## Exercise instructions
Which lines of the entries below contain the string "information"? Copy each one.

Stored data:

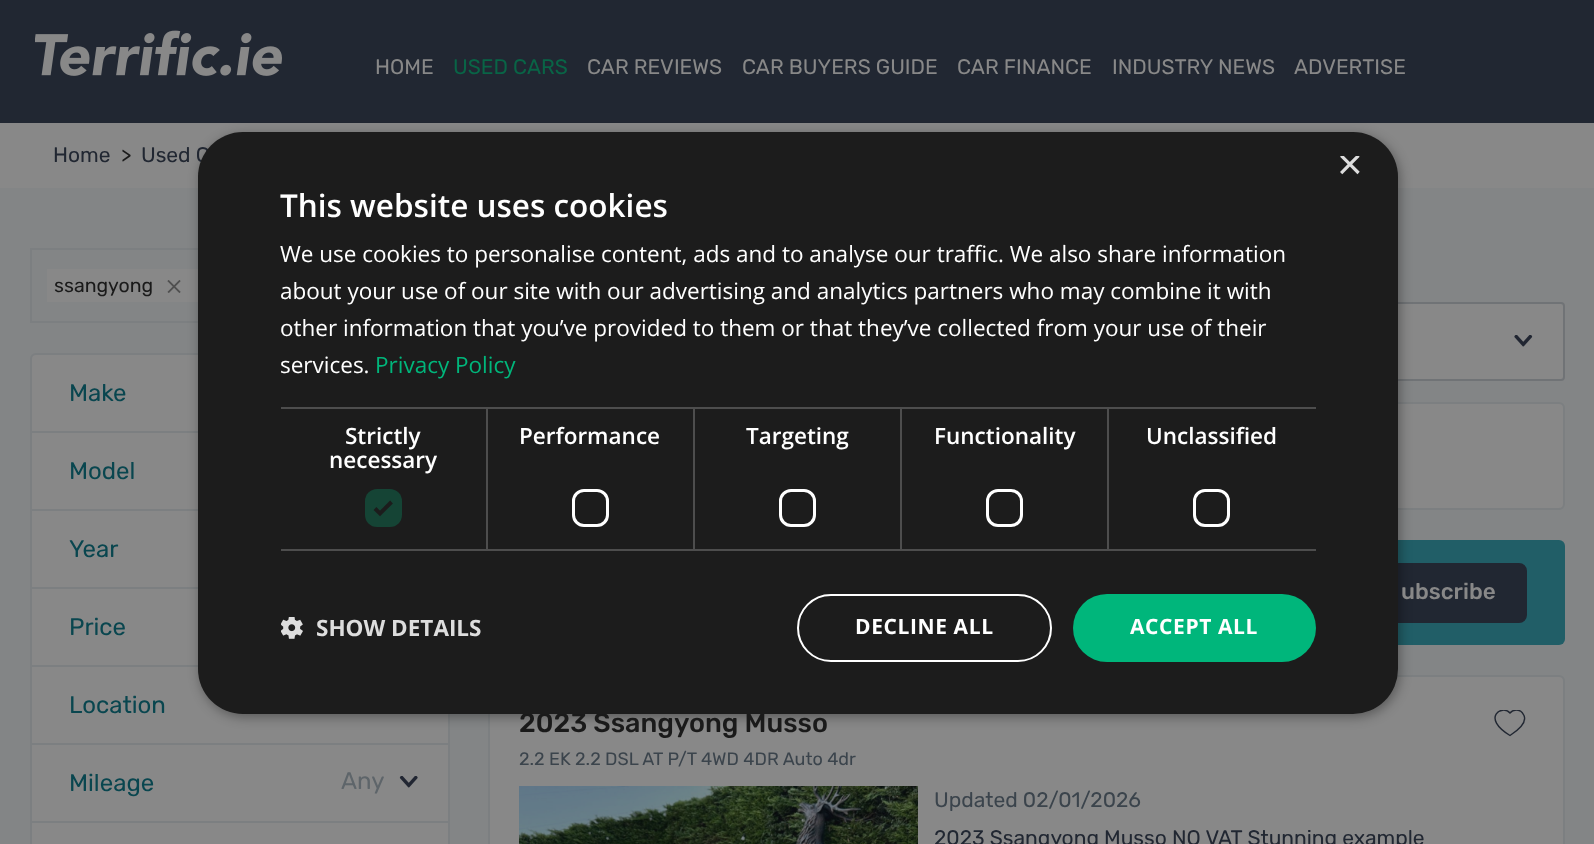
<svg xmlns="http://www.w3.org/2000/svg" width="1594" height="844">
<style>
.a{font:21px Rubik;fill:#888}
.b{font:21px Rubik;fill:#096446}
.c{font:21px Rubik;fill:#212732}
.d{font:21px Rubik;fill:#1a1a1a}
.e{font:19.5px Rubik;fill:#1a1a1a}
.f{font:24px Rubik;fill:#09464f}
.g{font:24px Rubik;fill:#5e656a}
.h{font:500 22.5px Rubik;fill:#888}
.i{font:500 27px Rubik;fill:#1a1a1a}
.j{font:18px Rubik;fill:#3b444c}
.k{font:21px Rubik;fill:#3b444c}
.l{font:44px Liberation Sans;fill:#ddd}
.m{font:600 31.5px Open Sans;fill:#fff}
.n{font:22.5px Open Sans;fill:#fff}
.o{font:22.5px Open Sans;fill:#00b67b}
.p{font:600 22.5px Open Sans;fill:#fff}
.q{font:bold 22.5px Open Sans;fill:#ddd}
.r{font:bold 21px Open Sans;letter-spacing:0.6px;fill:#fff}
</style>
<defs>
<clipPath id="clip1"><path d="M1494 710h32v27H1494z"/></clipPath>
<clipPath id="clip2"><path d="M1338 156h23v23H1338z"/></clipPath>
</defs>
<rect width="100%" height="100%" fill="#888"/>
<path fill="#212732" d="M0 0h1594v123H0z"/>
<image href="1.png" x="35" y="30" width="247" height="46"/>
<path fill="#838586" d="M0 188h1594v656H0z"/>
<path fill="none" stroke="#7c7f81" stroke-width="2" d="M31 249h418v73H31z"/>
<path fill="#888" d="M47 269h151v33H47z"/>
<image href="2.png" x="167" y="280" width="14" height="13"/>
<rect fill="#888" stroke="#7c7f81" stroke-width="2" x="31" y="354" width="418" height="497" rx="5"/>
<path fill="#7c7f81" d="M32 431h166v2H32z"/>
<path fill="#7c7f81" d="M32 509h166v2H32z"/>
<path fill="#7c7f81" d="M32 587h166v2H32z"/>
<path fill="#7c7f81" d="M32 665h166v2H32z"/>
<path fill="#7c7f81" d="M32 743h417v2H32z"/>
<path fill="#7c7f81" d="M32 821h417v2H32z"/>
<image href="3.png" x="399" y="776" width="19" height="12"/>
<rect fill="#888" x="1137" y="302" width="428" height="79" rx="4"/>
<image href="4.png" x="1514" y="335" width="19" height="12"/>
<rect fill="none" stroke="#707376" stroke-width="2" x="1138" y="303" width="426" height="77" rx="3"/>
<rect fill="#888" stroke="#7c7f81" stroke-width="2" x="489" y="403" width="1075" height="106" rx="5"/>
<rect fill="#215e67" x="488" y="540" width="1077" height="105" rx="6"/>
<rect fill="#212732" stroke="#212732" stroke-width="2" x="1356" y="564" width="170" height="58" rx="7"/>
<rect fill="#888" stroke="#7c7f81" stroke-width="2" x="489" y="676" width="1075" height="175" rx="5"/>
<g clip-path="url(#clip1)">
<path fill="none" stroke="#212732" stroke-width="1.4" d="M1520.5 711c-4-1.5-8-1-10.5 2c-7.5-9-29.5 4.5 0 22.5c5.5-3.5 17.5-11.5 14-20c-1-2-2-3.5-3.5-4.5"/>
</g>
<image href="5.png" x="519" y="786" width="399" height="58"/>
<rect fill="#00000059" filter="blur(6px)" x="200" y="135" width="1200" height="582" rx="45"/>
<text class="a" x="375" y="74">HOME</text>
<text class="b" x="453" y="74">USED CARS</text>
<text class="a" x="587" y="74">CAR REVIEWS</text>
<text class="a" x="742" y="74">CAR BUYERS GUIDE</text>
<text class="a" x="957" y="74">CAR FINANCE</text>
<text class="a" x="1112" y="74">INDUSTRY NEWS</text>
<text class="a" x="1294" y="74">ADVERTISE</text>
<text class="c" x="53" y="162">Home</text>
<text class="d" x="121" y="162">&gt;</text>
<text class="c" x="141" y="162">Used C</text>
<text class="e" x="54" y="292">ssangyong</text>
<text class="f" x="69" y="401">Make</text>
<text class="f" x="69" y="479">Model</text>
<text class="f" x="69" y="557">Year</text>
<text class="f" x="69" y="635">Price</text>
<text class="f" x="69" y="713">Location</text>
<text class="f" x="69" y="791">Mileage</text>
<text class="g" x="341" y="789">Any</text>
<text class="h" x="1401" y="599">ubscribe</text>
<text class="i" x="519" y="732">2023 Ssangyong Musso</text>
<text class="j" x="519" y="765">2.2 EK 2.2 DSL AT P/T 4WD 4DR Auto 4dr</text>
<text class="k" x="934" y="807">Updated 02/01/2026</text>
<text class="c" x="934" y="845">2023 Ssangyong Musso NO VAT Stunning example</text>
<rect fill="#1c1c1c" x="198" y="132" width="1200" height="582" rx="45"/>
<g clip-path="url(#clip2)">
<text class="l" x="1337" y="179">×</text>
</g>
<text class="m" x="280" y="217">This website uses cookies</text>
<text class="n" x="280" y="262">We use cookies to personalise content, ads and to analyse our traffic. We also share information</text>
<text class="n" x="280" y="299">about your use of our site with our advertising and analytics partners who may combine it with</text>
<text class="n" x="280" y="336">other information that you’ve provided to them or that they’ve collected from your use of their</text>
<text class="n" x="280" y="373">services.</text>
<text class="o" x="375" y="373">Privacy Policy</text>
<path fill="#4d4d4d" d="M281 407h1035v2H281z"/>
<path fill="#4d4d4d" d="M486 407h2v144H486z"/>
<path fill="#4d4d4d" d="M281 549h207v2H281z"/>
<text class="p" x="345" y="444">Strictly</text>
<text class="p" x="329" y="468">necessary</text>
<rect fill="#154435" x="365" y="489" width="37" height="38" rx="12"/>
<path fill="none" stroke="#1c1c1c" stroke-width="3.9" d="M375 508.5l5 5l11.5-11.5"/>
<path fill="#4d4d4d" d="M693 407h2v144H693z"/>
<path fill="#4d4d4d" d="M488 549h207v2H488z"/>
<text class="p" x="519" y="444">Performance</text>
<rect fill="none" stroke="#fff" stroke-width="3" x="573.5" y="490.5" width="34" height="35" rx="10.5"/>
<path fill="#4d4d4d" d="M900 407h2v144H900z"/>
<path fill="#4d4d4d" d="M695 549h207v2H695z"/>
<text class="p" x="746" y="444">Targeting</text>
<rect fill="none" stroke="#fff" stroke-width="3" x="780.5" y="490.5" width="34" height="35" rx="10.5"/>
<path fill="#4d4d4d" d="M1107 407h2v144H1107z"/>
<path fill="#4d4d4d" d="M902 549h414v2H902z"/>
<text class="p" x="934" y="444">Functionality</text>
<rect fill="none" stroke="#fff" stroke-width="3" x="987.5" y="490.5" width="34" height="35" rx="10.5"/>
<text class="p" x="1146" y="444">Unclassified</text>
<rect fill="none" stroke="#fff" stroke-width="3" x="1194.5" y="490.5" width="34" height="35" rx="10.5"/>
<image href="6.png" x="281" y="617" width="22" height="22"/>
<text class="q" x="316" y="636">SHOW DETAILS</text>
<rect fill="none" stroke="#fff" stroke-width="2" x="798" y="595" width="253" height="66" rx="33"/>
<text class="r" x="855" y="634">DECLINE ALL</text>
<rect fill="#00b67b" x="1073" y="594" width="243" height="68" rx="34"/>
<text class="r" x="1130" y="634">ACCEPT ALL</text>
</svg>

## Exercise result
<text class="n" x="280" y="262">We use cookies to personalise content, ads and to analyse our traffic. We also share information</text>
<text class="n" x="280" y="336">other information that you’ve provided to them or that they’ve collected from your use of their</text>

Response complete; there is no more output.